The little lad protests: “No, dad, don’t tell me. Please. You can tell me anything but, not, please never, tell me about the birds and the bees.” The confused dad looks at his son worryingly and asks, “But why, boy? What’s the matter?” “Well, two years ago when I was six you came and told me the tooth fairy wasn’t real, that it was just you or mommy putting the money under my pillow and taking the tooth. Last year you said there’s no Santa Claus, that he’s nothing but a marketing gimmick and that it’s just you and everybody else’s daddy in a suit. And now if you’re going to tell me that men and women don’t really have sex when they’re all grown up, well then I’ve got nothing left to live for.” |
Re: [Merged] Jokes Thread
Not so much a joke, but a rather amusing ditty to the tune of Gilbert and Sullivan's HMS Pinafore's, A British Tar.
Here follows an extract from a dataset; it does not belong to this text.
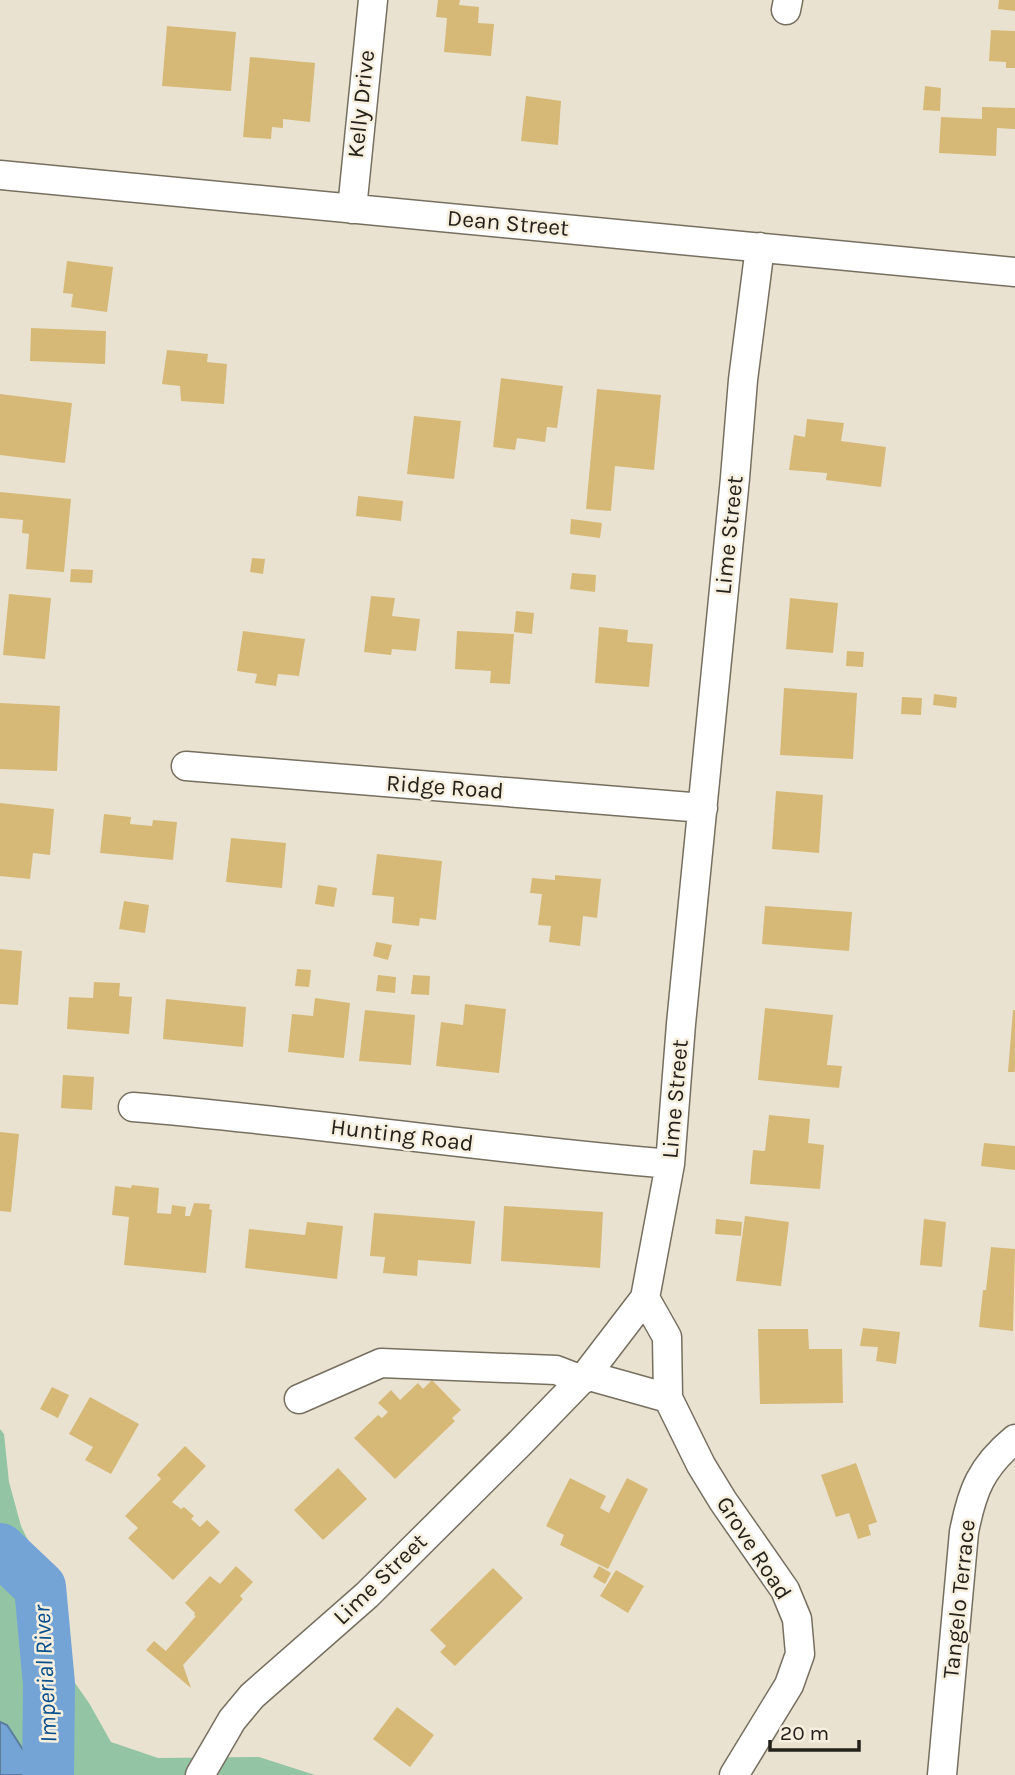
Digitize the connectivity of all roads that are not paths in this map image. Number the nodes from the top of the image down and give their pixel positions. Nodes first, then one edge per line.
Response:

A British Bar. A British bar is a boring hole, that's filled with a bunch of guys, But you can get a beer, If you let one bend your ear, And tell you a pack of lies. His nose gets long as he spouts his verse, His breath is bad and his armpits worse, His voice is loud with a slurring drawl, And his fist be ever ready for a bar room brawl. So should you meet this British bore, A man who has nothing to say, Just act dumb and meek Till he has to take a leak, Then slip out the alleyway. When he comes back and he finds your gone, He wont care a less, he'll still ramble on, He'll find another to bore to tears, And this he'll do forever and a dozen years, A dozen years...A dozen years. |
Re: [Merged] Jokes Thread
"Very funny, Scotty. Now beam down my clothes."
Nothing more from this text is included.